I got excited, flashed a new theme with new keyboard. did not nand. Now having issues with the keyboard. may have to reflash everything.

Moral of this story. NAND!!!
:(
:D
 
Maybe you should try to uninstall the keyboard and reinstall it. That often helps. Try the simple things first. :)

Which keyboard is it? Maybe I can just send you an original apk in case the one you have is messed up.
 
I had the same problem trying to install that keyboard last week - though, I hate to tell you, I did a Nandroid first. I'd already learned that lesson ... (I renamed that backup "kf.v30-20100825-premultitouch"; it's still there ;) ).
 
Sorry, tried to just extract the apk from the zip, but when I tested it, it didn't work. Dunno. I don't care for the keyboard at all so never use it and don't know what the issue is for me.
 
You may be able to just reflash the ROM without wiping also. (Or, get used to using HTC_IME again...)
 
i did a dalvik wipe and then reflashed the rom ( Tazz 2.0 vanilla) over it with no issues. I did lose a couple of widgets in the process, but nothing I couldn't track down in the market.

I did flash the Dark Froyo V 1.0 as that version worked fine.
 
I've heard "nonsensikal v4.6 blue" is pretty good...:eek:

Oh, no I didn't!!! [yes, I did! :D]

One thing that I failed to mention when ppbb went down into that black hole for a couple of days was that we could have kept him there longer by re-building a boot image for him that had adbd turned on, and he could have lost^H^H^H^Hspent even more of his life debugging :)

We wouldn't even need to re-build a flashable ROM for him - the whole thing can be crowbar'ed into place with the following steps:

- Wipe
- Flash the original ROM file
- Make an Nandroid Backup (yes, *after* flashing)
- Duplicate the Nandroid Backup, replacing the old boot.img with the new boot.img, and fix up the nandroid.md5 file with the (new) MD5 signature
- Restore the crowbar'ed/foobar'ed Nandroid backup.
- Boot


Note that the same procedure can be used to crowbar a different kernel into an old ROM without going to the trouble of assembling a new ROM. (Or even the boot image from another ROM - but that's likely to cause trouble, so let's not go there.)

:D

eu1


ps ppbb I'm 1/2 serious - if you want me to make a boot image for you, I will - just tell me which ROM.
 
One thing that I failed to mention when ppbb went down into that black hole for a couple of days was that we could have kept him there longer by re-building a boot image for him that had adbd turned on, and he could have lost^H^H^H^Hspent even more of his life debugging :)
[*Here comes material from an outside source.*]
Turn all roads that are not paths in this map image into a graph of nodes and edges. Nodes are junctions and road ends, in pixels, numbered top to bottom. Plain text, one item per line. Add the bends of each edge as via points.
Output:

We wouldn't even need to re-build a flashable ROM for him - the whole thing can be crowbar'ed into place with the following steps:

- Wipe
- Flash the original ROM file
- Make an Nandroid Backup (yes, *after* flashing)
- Duplicate the Nandroid Backup, replacing the old boot.img with the new boot.img, and fix up the nandroid.md5 file with the (new) MD5 signature
- Restore the crowbar'ed/foobar'ed Nandroid backup.
- Boot


Note that the same procedure can be used to crowbar a different kernel into an old ROM without going to the trouble of assembling a new ROM. (Or even the boot image from another ROM - but that's likely to cause trouble, so let's not go there.)

:D

eu1


ps ppbb I'm 1/2 serious - if you want me to make a boot image for you, I will - just tell me which ROM.
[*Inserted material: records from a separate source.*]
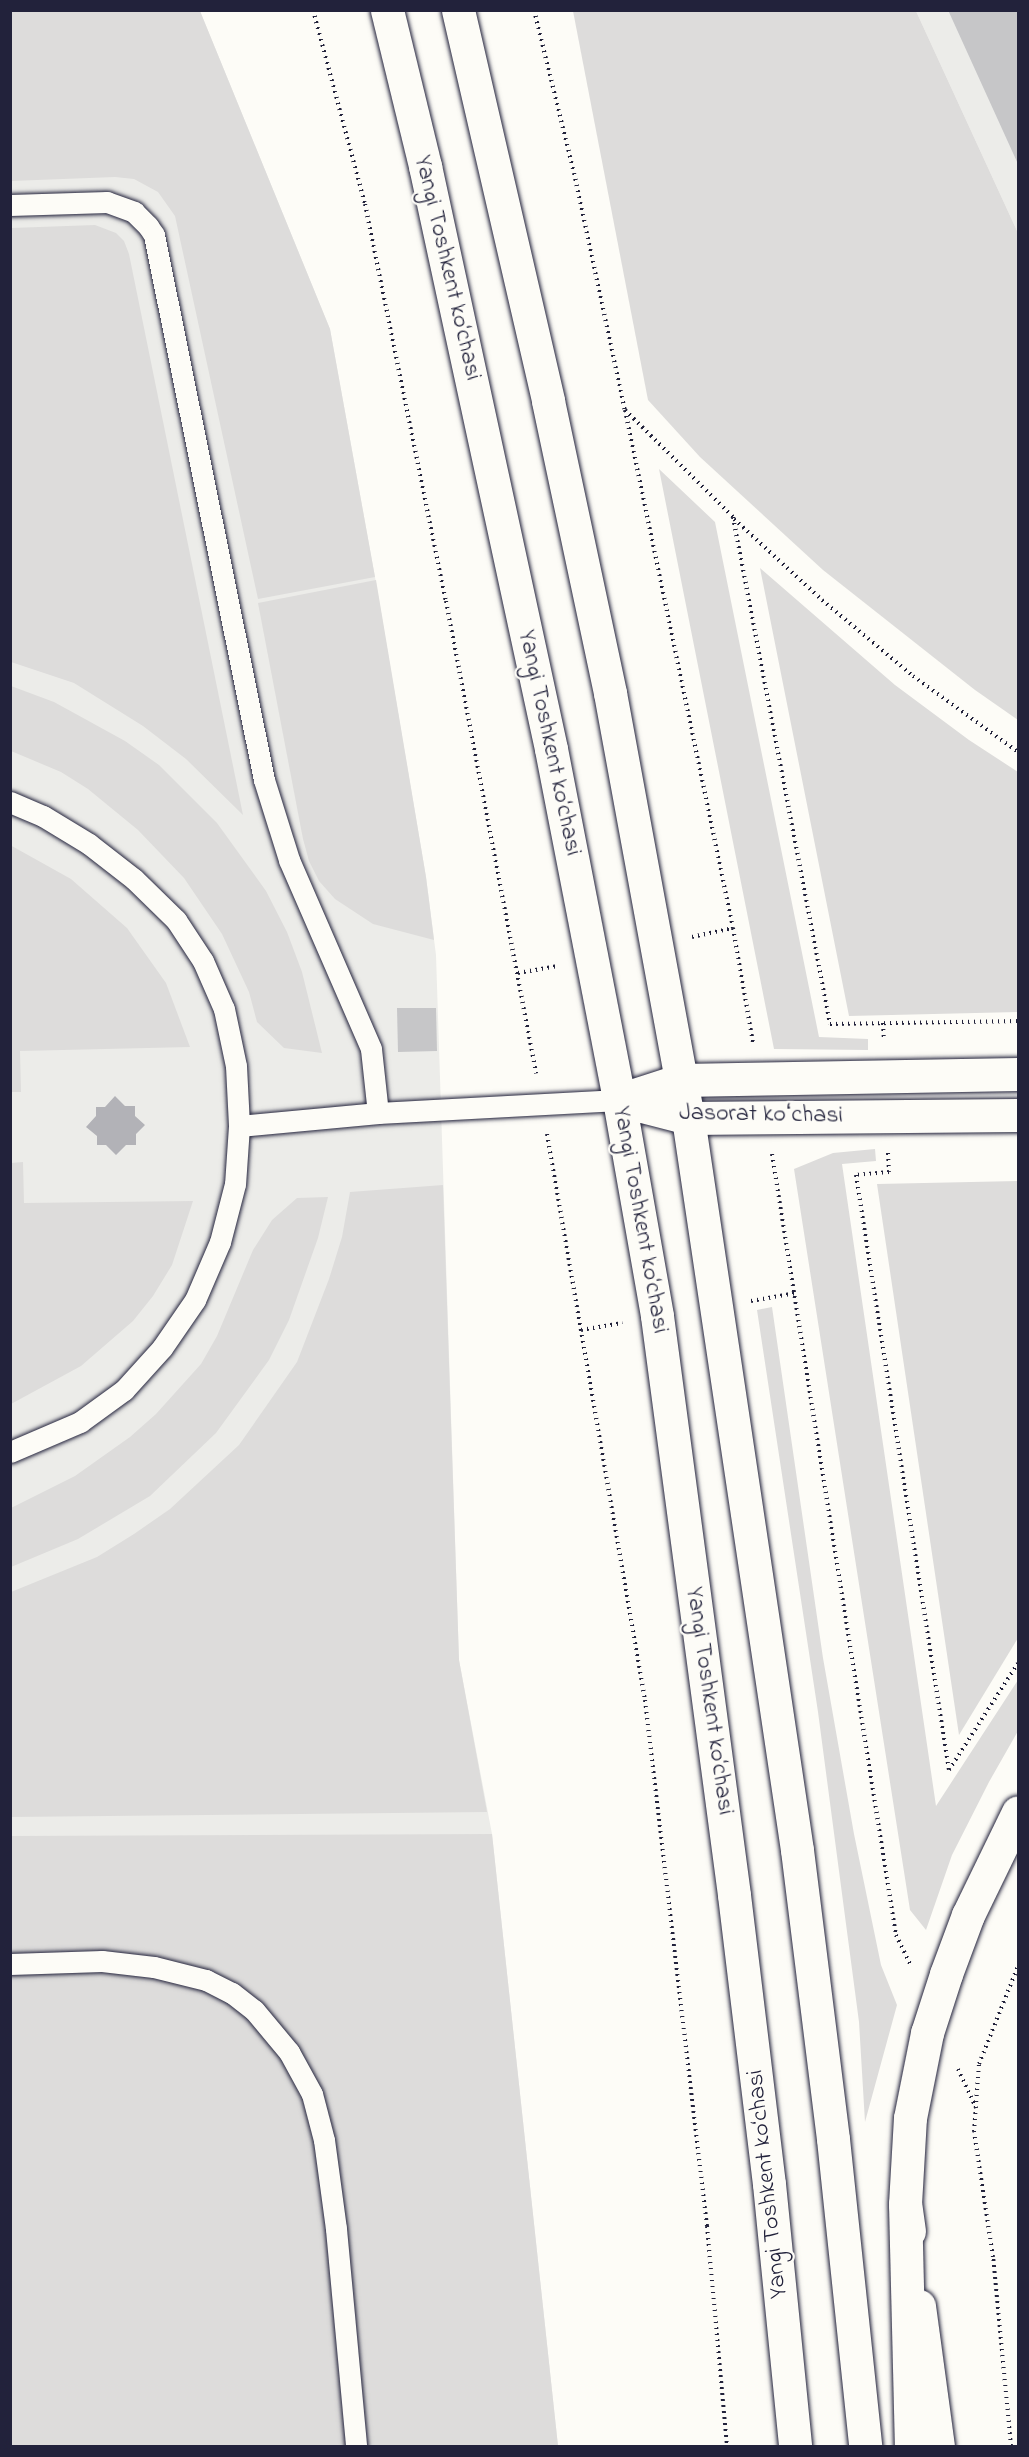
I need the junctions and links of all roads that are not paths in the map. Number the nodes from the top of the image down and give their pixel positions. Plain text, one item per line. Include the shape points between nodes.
1 (387, 10) edge
2 (458, 10) edge
3 (10, 205) edge
4 (10, 802) edge
5 (1018, 1074) edge
6 (681, 1080) junction
7 (619, 1100) junction
8 (378, 1113) junction
9 (1018, 1115) edge
10 (688, 1118) junction
11 (239, 1126) junction
12 (10, 1452) edge
13 (1018, 1812) edge
14 (10, 1964) edge
15 (905, 2204) junction
16 (865, 2440) edge
17 (356, 2446) edge
18 (795, 2446) edge
19 (911, 2446) edge
20 (938, 2446) edge

1 - 7 main road, Yangi Toshkent ko‘chasi via 425,166 554,760
2 - 6 main road via 608,681
3 - 8 lane via 107,202 134,212 154,235 264,780 289,860 371,1049
4 - 11 lane via 43,816 89,844 134,879 176,920 203,962 224,1009 236,1066
5 - 6 main road, Jasorat koʻchasi
6 - 7 main road, Jasorat koʻchasi
6 - 10 main road
7 - 8 lane
7 - 10 main road, Jasorat koʻchasi
7 - 18 main road, Yangi Toshkent ko‘chasi via 657,1316 734,1895
8 - 11 lane
9 - 10 main road, Jasorat koʻchasi
10 - 16 main road via 797,1850
11 - 12 lane via 235,1184 220,1242 195,1299 162,1348 124,1390 80,1422
13 - 15 main road via 968,1915 933,2015 910,2118
14 - 17 lane via 102,1961 154,1967 206,1980 254,2010 289,2052 312,2094 324,2140
15 - 19 main road
15 - 20 main road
eu1, wow! You really are like a mad scientist, aren't you? :D

So, is there a reasonable explaination (that us mere mortals might grok) as to why a ROM would (might) load from a Nandroid backup vs. one that is flashed via recovery?

Thanks and cheers!

P.S. thank you for the interesting write-up in the trackball thread about alternatives to flashing a ROM w/o using recovery. I PM'd Amon_RA yesterday regarding changing his Eris recovery to have a non-trackball version (I'm willing to help; no reply yet, lol...in hindsight, I probably should have simply posted on the thread).
 
So, is there a reasonable explaination (that us mere mortals might grok) as to why a ROM would (might) load from a Nandroid backup vs. one that is flashed via recovery?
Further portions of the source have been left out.